STREETS AND WAR

Streets and war

Liam Kenny

It is not so long since an Irish politician offered up a time-warping quote along the lines of “If hindsight were foresight I would be a millionaire. “ Apart from it embodying a time-shifting logic that would defy Einstein’s theories of time and space the wording does raise a question about how we how think of the past. Inevitably our view of history is shaped by the fact that we know what happened next. So, for example, Irish people who spotted a few lines in their newspapers on the morning of 30 June 1914 that Archduke Franz Ferdinand of Austria and his wife had been assassinated in Sarajevo two days before could not have foreseen that this remote event would precipitate a global war which was to devour millions of lives and lay waste vast territories of the European continent. We know that to be the case now because we have had over a century to look back and fit the Sarajevo incident into a “what happened-next” narrative.

There is a similar sense of being “ahead of history” when looking over the Irish newspapers of spring 1916. We know of course that the defining episode of that season was the Easter Rising of 1916 which triggered the birth of an Irish Republic. However in February 1916 there was little or no hint of any trouble brewing. Figures such as Pearse, Connolly and Clarke were not household names while the General Post Office in Dublin was a place where nothing more dramatic happened than gumming a stamp.  Two months later it would become the flaming birth-cauldron of a new state.

It is the same sense of the everyday when reading the local papers of spring 1916. True, there was a martial air about the papers with columns of news from the world war, letters from the front, and, poignantly, ever extending casualty lists. However the columns were just as occupied with the day to day  matters which concerned the local people. The prices of produce in the town markets, the arrangements for housing and public health, and the doings and decisions of the local councils, all claimed the public’s attention as much as any great political or international stories.

A good example of how practical business continued was to be found in a press report from the Naas No.1 Rural District Council meeting held in February 1916 where the state of the streets of Newbridge and the condition of the road from Naas to Blackchurch were the big concerns of the day. The County Surveyor, Mr John Rorke, reported to the council on the options and the costs of various projects on his “to do” list.  He told the council that the majority of the road contractors employed by the council had attended well to their duties over the preceding quarter.  However he was worried about the state of the streets in the towns of the county: “In some of the towns better cleaning should be done. In Newbridge especially, contractors appear to have been quite unable to cope with the requirements brought about by the enormous amount of traffic which is now upon the roads in that district.”
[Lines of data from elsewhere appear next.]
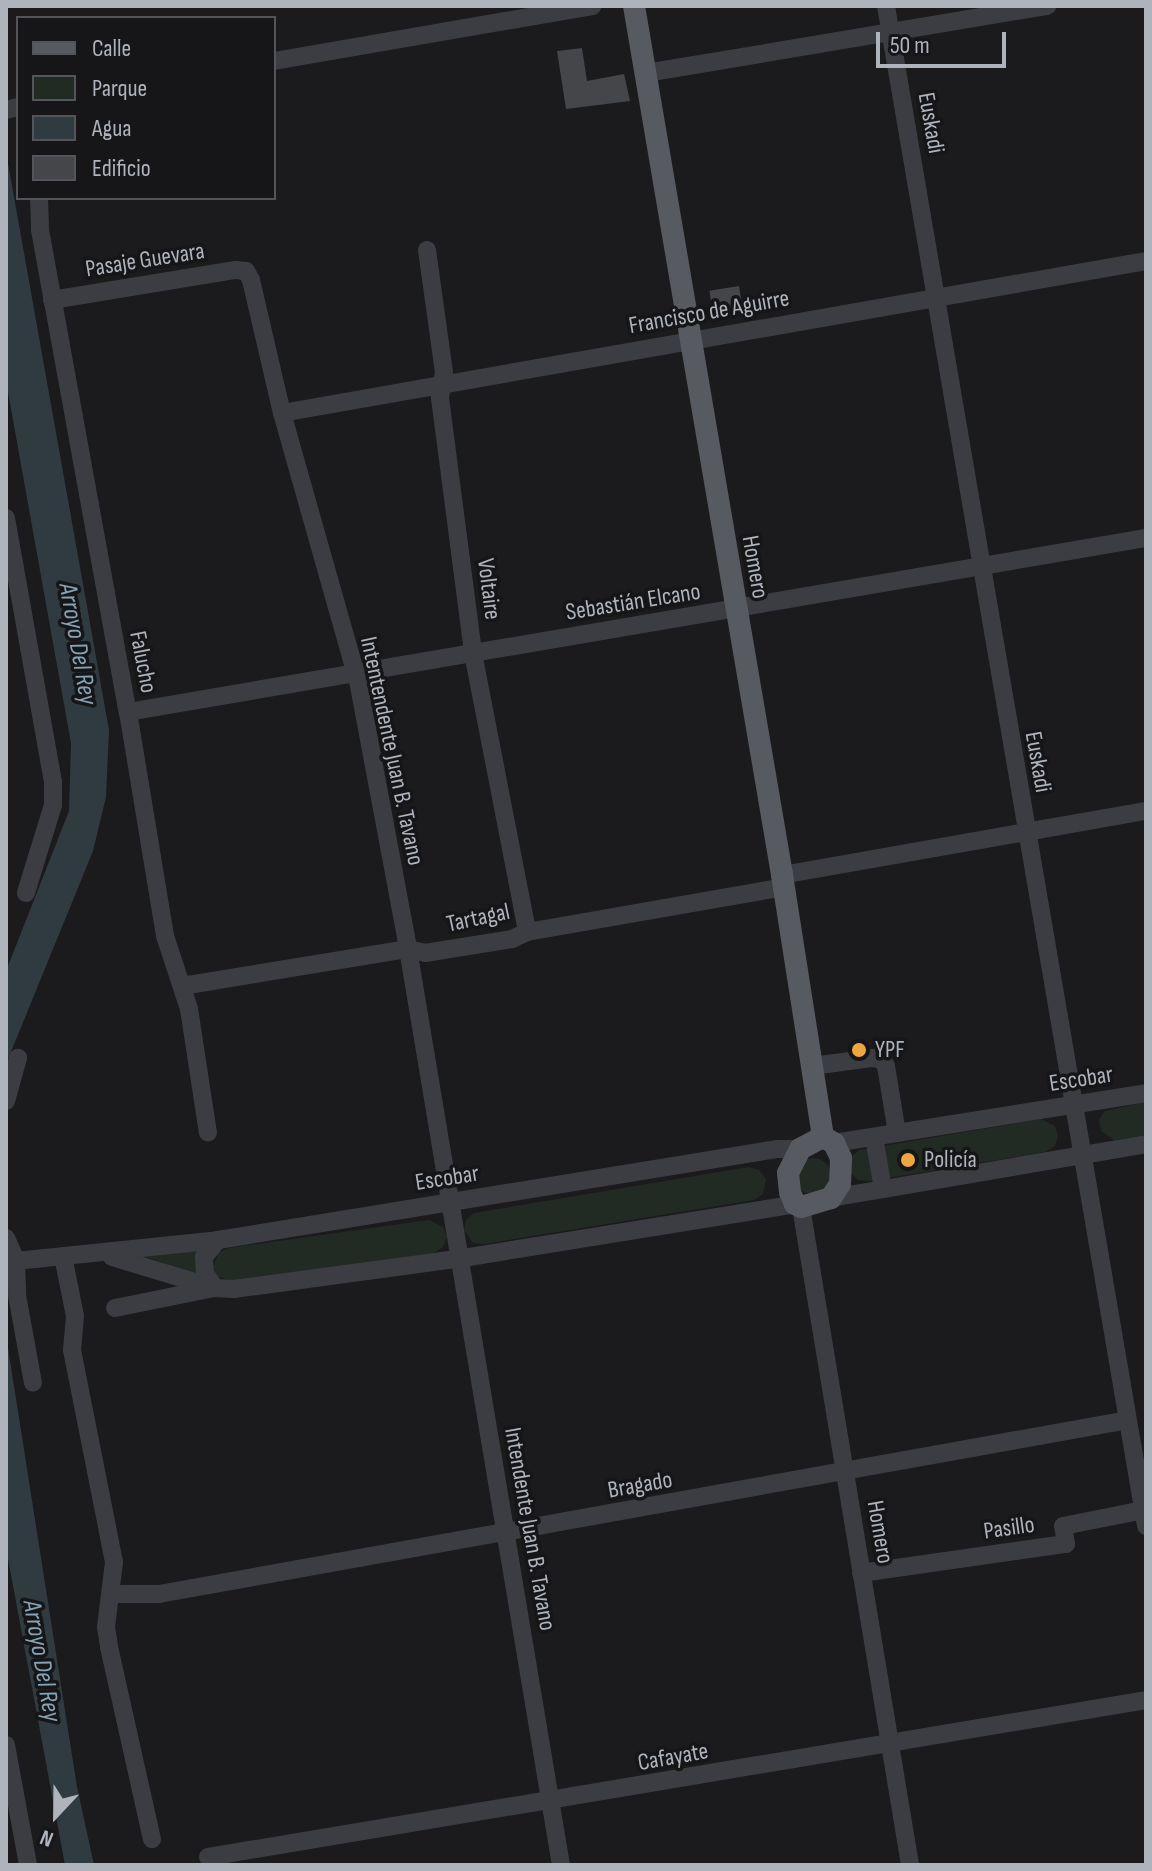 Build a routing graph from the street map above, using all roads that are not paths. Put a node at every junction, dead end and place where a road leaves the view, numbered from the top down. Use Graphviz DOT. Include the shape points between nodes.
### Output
graph roads {
  1 [pos="592,6"];
  2 [pos="634,6"];
  3 [pos="886,6"];
  4 [pos="1047,6"];
  5 [pos="891,32"];
  6 [pos="276,61"];
  7 [pos="646,73"];
  8 [pos="39,200"];
  9 [pos="427,250"];
  10 [pos="1146,261"];
  11 [pos="246,271"];
  12 [pos="936,297"];
  13 [pos="52,300"];
  14 [pos="690,339"];
  15 [pos="441,385"];
  16 [pos="282,413"];
  17 [pos="6,518"];
  18 [pos="1146,538"];
  19 [pos="981,568"];
  20 [pos="736,609"];
  21 [pos="473,653"];
  22 [pos="354,671"];
  23 [pos="128,712"];
  24 [pos="1146,811"];
  25 [pos="1026,833"];
  26 [pos="783,881"];
  27 [pos="26,893"];
  28 [pos="527,932"];
  29 [pos="408,949"];
  30 [pos="182,986"];
  31 [pos="18,1058"];
  32 [pos="812,1066"];
  33 [pos="1146,1093"];
  34 [pos="6,1101"];
  35 [pos="1074,1104"];
  36 [pos="208,1133"];
  37 [pos="897,1133"];
  38 [pos="874,1137"];
  39 [pos="828,1140"];
  40 [pos="1146,1144"];
  41 [pos="800,1149"];
  42 [pos="1082,1155"];
  43 [pos="883,1189"];
  44 [pos="831,1198"];
  45 [pos="450,1202"];
  46 [pos="798,1206"];
  47 [pos="6,1238"];
  48 [pos="218,1240"];
  49 [pos="102,1253"];
  50 [pos="63,1256"];
  51 [pos="457,1259"];
  52 [pos="10,1261"];
  53 [pos="215,1288"];
  54 [pos="115,1308"];
  55 [pos="33,1383"];
  56 [pos="1135,1429"];
  57 [pos="842,1472"];
  58 [pos="1145,1518"];
  59 [pos="507,1534"];
  60 [pos="861,1573"];
  61 [pos="111,1594"];
  62 [pos="1146,1700"];
  63 [pos="890,1744"];
  64 [pos="6,1745"];
  65 [pos="551,1802"];
  66 [pos="152,1839"];
  67 [pos="6,1851"];
  68 [pos="27,1856"];
  69 [pos="276,1856"];
  70 [pos="208,1857"];
  71 [pos="561,1865"];
  72 [pos="910,1865"];
  1 -- 6 [label="street"];
  2 -- 7 [label="main road, Homero"];
  3 -- 5 [label="street, Euskadi"];
  4 -- 5 [label="street"];
  5 -- 7 [label="street"];
  5 -- 12 [label="street, Euskadi"];
  7 -- 14 [label="main road, Homero"];
  8 -- 13 [label="street, Falucho"];
  9 -- 15 [label="street, Voltaire" via="444,372"];
  10 -- 12 [label="street, Francisco de Aguirre"];
  11 -- 13 [label="street, Pasaje Guevara"];
  11 -- 16 [label="street, Intentendente Juan B. Tavano"];
  12 -- 14 [label="street, Francisco de Aguirre"];
  12 -- 19 [label="street, Euskadi"];
  13 -- 23 [label="street, Falucho"];
  14 -- 15 [label="street, Francisco de Aguirre"];
  14 -- 20 [label="main road, Homero"];
  15 -- 16 [label="street, Francisco de Aguirre"];
  15 -- 21 [label="street, Voltaire"];
  16 -- 22 [label="street, Intentendente Juan B. Tavano"];
  17 -- 27 [label="street" via="53,782 53,805"];
  18 -- 19 [label="street, Sebastián Elcano"];
  19 -- 20 [label="street, Sebastián Elcano"];
  19 -- 25 [label="street, Euskadi"];
  20 -- 21 [label="street, Sebastián Elcano"];
  20 -- 26 [label="main road, Homero"];
  21 -- 22 [label="street, Sebastián Elcano"];
  21 -- 28 [label="street, Voltaire"];
  22 -- 23 [label="street, Sebastián Elcano"];
  22 -- 29 [label="street, Intentendente Juan B. Tavano"];
  23 -- 30 [label="street, Falucho" via="165,936"];
  24 -- 25 [label="street, Tartagal"];
  25 -- 26 [label="street, Tartagal"];
  25 -- 35 [label="street, Euskadi"];
  26 -- 28 [label="street, Tartagal"];
  26 -- 32 [label="main road, Homero"];
  28 -- 29 [label="street, Tartagal" via="425,953"];
  29 -- 30 [label="street, Tartagal"];
  29 -- 45 [label="street, Intentendente Juan B. Tavano"];
  30 -- 36 [label="street, Falucho"];
  31 -- 34 [label="street"];
  32 -- 37 [label="street" via="882,1060"];
  32 -- 39 [label="main road, Homero"];
  33 -- 35 [label="street, Escobar"];
  35 -- 37 [label="street, Escobar"];
  35 -- 42 [label="street, Euskadi"];
  37 -- 38 [label="street, Escobar"];
  38 -- 39 [label="street, Escobar"];
  38 -- 43 [label="street"];
  39 -- 41 [label="main road"];
  39 -- 44 [label="main road" via="841,1158 842,1172"];
  40 -- 42 [label="street"];
  41 -- 45 [label="street, Escobar"];
  41 -- 46 [label="main road" via="788,1173"];
  42 -- 43 [label="street"];
  42 -- 56 [label="street, Euskadi"];
  43 -- 44 [label="street"];
  44 -- 46 [label="main road"];
  45 -- 48 [label="street, Escobar"];
  45 -- 51 [label="street, Intendente Juan B. Tavano"];
  46 -- 51 [label="street, Escobar"];
  46 -- 57 [label="street, Homero"];
  47 -- 52 [label="street"];
  48 -- 49 [label="street, Escobar"];
  48 -- 53 [label="street" via="204,1257 205,1273"];
  49 -- 50 [label="street, Escobar"];
  49 -- 53 [label="street, Escobar"];
  50 -- 52 [label="street, Escobar"];
  50 -- 61 [label="street" via="75,1316 72,1350 114,1562"];
  51 -- 53 [label="street, Escobar"];
  51 -- 59 [label="street, Intendente Juan B. Tavano"];
  52 -- 55 [label="street"];
  53 -- 54 [label="street, Escobar"];
  56 -- 57 [label="street, Bragado"];
  56 -- 58 [label="street, Euskadi"];
  57 -- 59 [label="street, Bragado"];
  57 -- 60 [label="street, Homero"];
  58 -- 60 [label="street, Pasillo" via="1063,1526 1066,1544"];
  59 -- 61 [label="street, Bragado" via="159,1594"];
  59 -- 65 [label="street, Intendente Juan B. Tavano"];
  60 -- 63 [label="street, Homero"];
  61 -- 66 [label="street" via="109,1647"];
  62 -- 63 [label="street, Cafayate"];
  63 -- 65 [label="street, Cafayate"];
  63 -- 72 [label="street, Homero"];
  64 -- 68 [label="street"];
  65 -- 69 [label="street, Cafayate"];
  65 -- 71 [label="street, Intendente Juan B. Tavano"];
  67 -- 68 [label="street"];
  69 -- 70 [label="street, Cafayate"];
}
He suggested that the system could be improved by transferring the task from contractors to direct labour under the supervision of an efficient overseer. However he needed the guidance of the councillors to advise him as to whether there would be sufficient labourers available in the district embracing Newbridge.  During the presentation of his report the Chairman, Mr J.S. O’Grady, asked him “how often the contractors for roads in the vicinity of the towns were supposed to sweep them?” Mr Rorke replied: “They are supposed to sweep them as often as there is a quarter of an inch of mud on them.”  The Chairman drew laughter in the chamber when he retorted that the contractors “must have very long measures” such was the mud accumulated on the streets.
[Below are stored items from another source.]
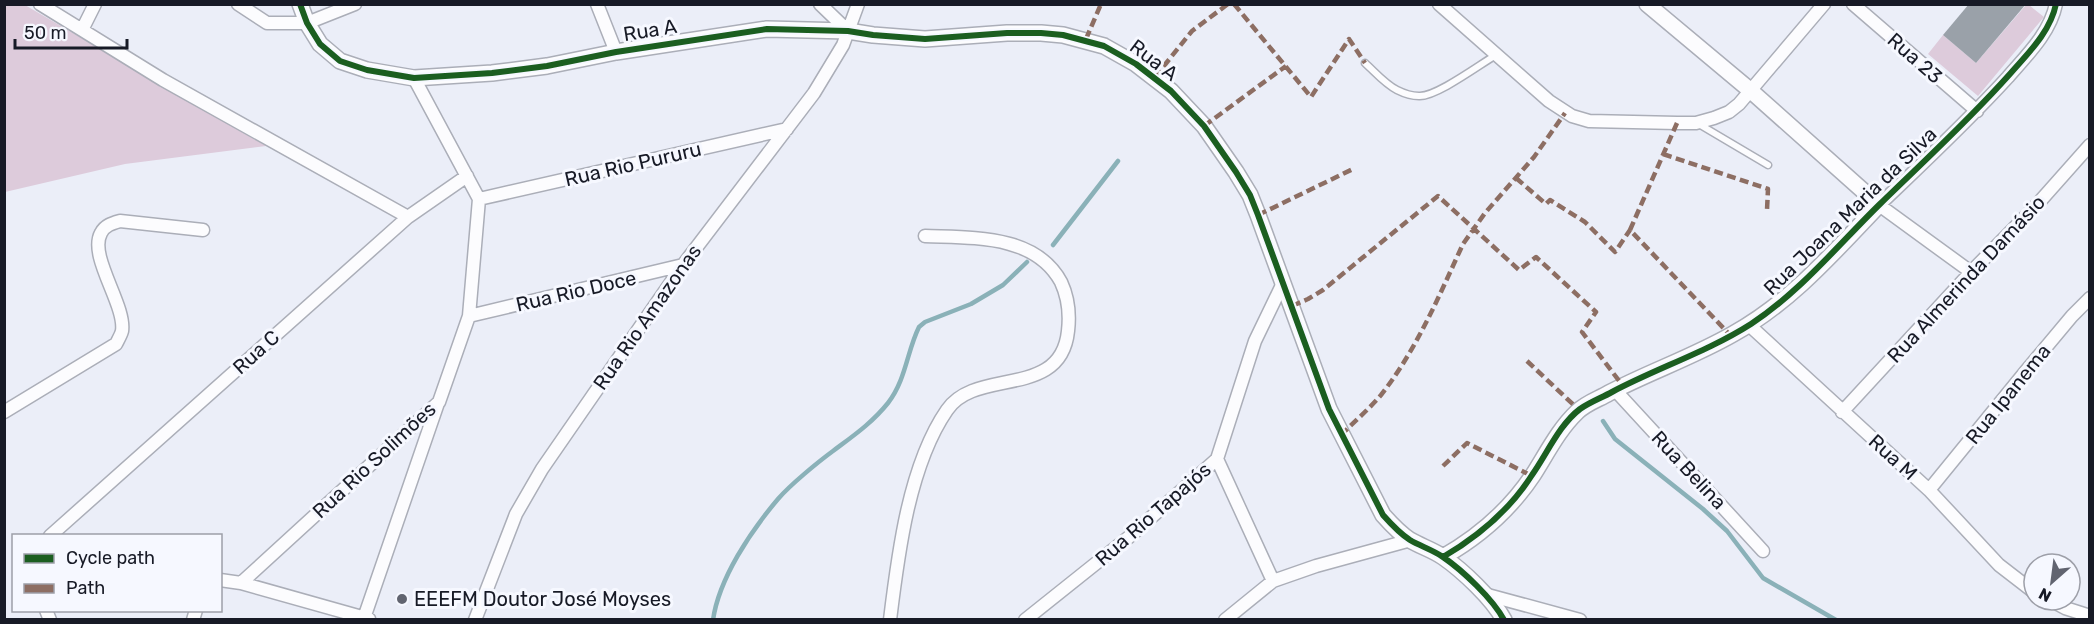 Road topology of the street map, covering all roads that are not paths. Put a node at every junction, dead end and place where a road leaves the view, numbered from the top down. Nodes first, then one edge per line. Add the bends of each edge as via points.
1 (40, 4) edge
2 (95, 4) edge
3 (238, 4) edge
4 (300, 4) edge
5 (355, 4) edge
6 (597, 4) edge
7 (820, 4) edge
8 (858, 4) edge
9 (1439, 4) edge
10 (1647, 4) edge
11 (1824, 4) edge
12 (1853, 4) edge
13 (2056, 4) edge
14 (307, 23) junction
15 (82, 30) junction
16 (848, 32) junction
17 (616, 52) junction
18 (1496, 55) junction
19 (1365, 63) dead end
20 (414, 78) junction
21 (1751, 91) junction
22 (1977, 111) junction
23 (1696, 123) junction
24 (787, 129) junction
25 (2090, 145) edge
26 (1768, 165) dead end
27 (467, 176) junction
28 (479, 199) junction
29 (1879, 205) junction
30 (408, 217) junction
31 (203, 230) dead end
32 (926, 236) dead end
33 (683, 266) junction
34 (1971, 272) junction
35 (1283, 283) junction
36 (2090, 298) edge
37 (469, 316) junction
38 (1749, 325) junction
39 (1615, 390) junction
40 (439, 402) junction
41 (4, 412) edge
42 (1842, 412) junction
43 (1217, 459) junction
44 (1929, 490) junction
45 (52, 534) edge
46 (1411, 540) junction
47 (1764, 550) dead end
48 (1443, 557) junction
49 (222, 580) edge
50 (1273, 581) junction
51 (2022, 583) edge
52 (241, 584) junction
53 (1484, 594) junction
54 (367, 619) edge
55 (475, 620) edge
56 (890, 620) edge
57 (1025, 620) edge
58 (1225, 620) edge
59 (1504, 620) edge
60 (1580, 620) edge

1 - 15 street
2 - 15 street
3 - 14 street via 267,23
4 - 14 street, Rua A
5 - 14 street
6 - 17 street
7 - 16 street
8 - 16 street, Rua Rio Amazonas
9 - 18 street
10 - 21 street
11 - 21 street
12 - 22 street, Rua 23
13 - 22 street, Rua Joana Maria da Silva via 2053,18 2035,46
14 - 20 street, Rua A via 320,44 340,61
15 - 30 street via 163,80
16 - 17 street, Rua A via 767,29
16 - 24 street, Rua Rio Amazonas via 831,66
16 - 35 street, Rua A via 925,39 1041,33 1086,39 1120,53 1155,77 1204,126 1250,195
17 - 20 street, Rua A via 547,66
18 - 19 lane via 1421,97 1395,89
18 - 23 street via 1572,116 1589,121
20 - 27 street
21 - 23 street via 1729,112
21 - 29 street
22 - 29 street, Rua Joana Maria da Silva
23 - 26 lane
24 - 28 street, Rua Rio Pururu
24 - 33 street, Rua Rio Amazonas
25 - 34 street, Rua Almerinda Damásio
27 - 28 street
27 - 30 street, Rua C
28 - 37 street, Rua Rio Solimões
29 - 34 street
29 - 38 street, Rua Joana Maria da Silva via 1809,278
30 - 45 street, Rua C
31 - 41 street via 120,221 108,225 101,232 99,252 121,319 122,332 116,344
32 - 56 street via 990,239 1035,254 1062,284 1070,320 1058,360 1032,377 961,396 936,428 920,467 898,553
33 - 37 street, Rua Rio Doce
33 - 55 street, Rua Rio Amazonas via 542,469 516,514
34 - 42 street, Rua Almerinda Damásio
35 - 43 street, Rua Rio Tapajós via 1256,341
35 - 46 street, Rua A via 1341,435 1383,515
36 - 44 street, Rua Ipanema
37 - 40 street, Rua Rio Solimões
38 - 39 street, Rua Joana Maria da Silva
38 - 42 street, Rua M
39 - 47 street, Rua Belina
39 - 48 street, Rua Joana Maria da Silva via 1579,410 1515,500 1491,524
40 - 52 street, Rua Rio Solimões
40 - 54 street
42 - 44 street, Rua M
43 - 50 street
43 - 57 street, Rua Rio Tapajós via 1130,537
44 - 51 street, Rua M via 1999,565
46 - 48 street, Rua A
46 - 50 street
48 - 53 street, Rua A
49 - 52 street
50 - 58 street
52 - 54 street
53 - 59 street, Rua A
53 - 60 street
Rorke acknowledged that there were complaints about the state of the footpaths in the town. He said that there was need for an increased length of concrete footpaths especially on the roads approaching the churches and the railway station (note the priorities). On the question of concrete the Kildare County Surveyor was something of a prophet among his engineering contemporaries and sometime later delivered a paper to the Institute of Engineers on the merits of concrete paving and footpaths at a time when roughly thrown gravel was the best to be found under wheel and heel.

Another relatively new surface treatment was on his mind for a section of arterial road. He recommended that the road from Naas to the county boundary at Blackchurch should be “painted with tar” to prevent attrition and wear and tear on such a heavily trafficked road. Returning to the Newbridge area he expressed concern about “the Stand house road” which was in a poor state as a result of the volume of military traffic on the perimeter of the Curragh. He said that the military authorities had not given any commitment to fund the necessary repairs and he needed the councillors’ direction as to spending £650 on fixing the road or leaving it in its poor condition until the end of the war. This was a question which needed a gift for crystal ball gazing – Mr Rorke could not have known in February 1916 whether the war would end in two months or, as it did, in two years.
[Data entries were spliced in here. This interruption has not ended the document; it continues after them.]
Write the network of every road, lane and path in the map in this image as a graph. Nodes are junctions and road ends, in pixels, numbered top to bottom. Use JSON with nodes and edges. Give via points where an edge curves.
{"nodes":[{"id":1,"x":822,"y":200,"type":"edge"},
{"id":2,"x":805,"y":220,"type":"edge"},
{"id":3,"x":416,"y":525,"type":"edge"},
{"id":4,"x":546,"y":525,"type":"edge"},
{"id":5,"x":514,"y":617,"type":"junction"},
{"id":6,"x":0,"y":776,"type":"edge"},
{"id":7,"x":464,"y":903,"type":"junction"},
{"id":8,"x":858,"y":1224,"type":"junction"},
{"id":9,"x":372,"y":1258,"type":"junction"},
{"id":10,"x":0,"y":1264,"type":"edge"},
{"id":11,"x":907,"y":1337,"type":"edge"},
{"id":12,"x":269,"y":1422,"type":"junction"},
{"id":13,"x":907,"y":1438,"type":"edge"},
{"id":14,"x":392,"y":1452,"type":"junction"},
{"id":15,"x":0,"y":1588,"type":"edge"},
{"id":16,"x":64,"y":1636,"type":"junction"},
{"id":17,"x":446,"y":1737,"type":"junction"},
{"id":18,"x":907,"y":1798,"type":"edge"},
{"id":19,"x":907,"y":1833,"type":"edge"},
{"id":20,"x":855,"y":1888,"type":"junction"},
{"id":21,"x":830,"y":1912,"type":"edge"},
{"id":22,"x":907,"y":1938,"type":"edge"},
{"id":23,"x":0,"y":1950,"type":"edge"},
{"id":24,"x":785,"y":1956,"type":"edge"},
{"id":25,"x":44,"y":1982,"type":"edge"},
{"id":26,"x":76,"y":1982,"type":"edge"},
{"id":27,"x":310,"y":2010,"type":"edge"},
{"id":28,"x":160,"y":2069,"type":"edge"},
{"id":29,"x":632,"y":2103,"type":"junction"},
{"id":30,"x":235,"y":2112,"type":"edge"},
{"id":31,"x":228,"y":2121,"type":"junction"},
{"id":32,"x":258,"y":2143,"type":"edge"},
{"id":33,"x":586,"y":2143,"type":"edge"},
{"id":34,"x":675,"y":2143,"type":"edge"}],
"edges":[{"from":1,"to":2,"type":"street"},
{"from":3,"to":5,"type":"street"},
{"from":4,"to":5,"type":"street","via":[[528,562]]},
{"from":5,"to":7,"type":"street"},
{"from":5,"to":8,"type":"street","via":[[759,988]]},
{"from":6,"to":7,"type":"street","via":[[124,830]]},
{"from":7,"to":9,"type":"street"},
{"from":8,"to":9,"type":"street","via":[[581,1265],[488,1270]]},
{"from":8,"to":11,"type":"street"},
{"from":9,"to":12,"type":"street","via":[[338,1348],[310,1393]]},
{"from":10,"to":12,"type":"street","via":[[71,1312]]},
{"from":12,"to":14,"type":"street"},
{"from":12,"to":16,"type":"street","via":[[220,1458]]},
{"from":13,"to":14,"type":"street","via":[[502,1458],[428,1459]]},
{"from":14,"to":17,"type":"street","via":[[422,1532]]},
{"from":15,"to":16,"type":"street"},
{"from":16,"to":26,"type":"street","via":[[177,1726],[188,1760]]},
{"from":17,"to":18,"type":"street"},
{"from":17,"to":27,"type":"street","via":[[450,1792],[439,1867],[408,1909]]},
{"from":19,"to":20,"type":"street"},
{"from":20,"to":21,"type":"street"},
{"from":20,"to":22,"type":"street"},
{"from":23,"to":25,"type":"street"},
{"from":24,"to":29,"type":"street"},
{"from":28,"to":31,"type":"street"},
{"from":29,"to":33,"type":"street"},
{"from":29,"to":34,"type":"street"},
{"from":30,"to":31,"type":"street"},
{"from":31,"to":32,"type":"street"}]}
The foregoing is just a sample of the local business which occupied the press in the early months of 1916 and provides a realistic context for the appreciation of the impact of the more dramatic politics played out following the outbreak of the Easter Rising.

For more on how the local authorities negotiated the troubled times in and around 1916 look out for a talk being presented by Maynooth native and scholar Tom Nelson who has published a highly readable book on Kildare County Council’s first two decades entitled “Through peace and war: Kildare in the years of revolution.” His talk takes place in the prestigious accommodation of Carton House, Maynooth, on Monday, 15 February, at 7p.m., and admission is free.

Leinster Leader 9 February 2016, Looking Back, Series no: 471.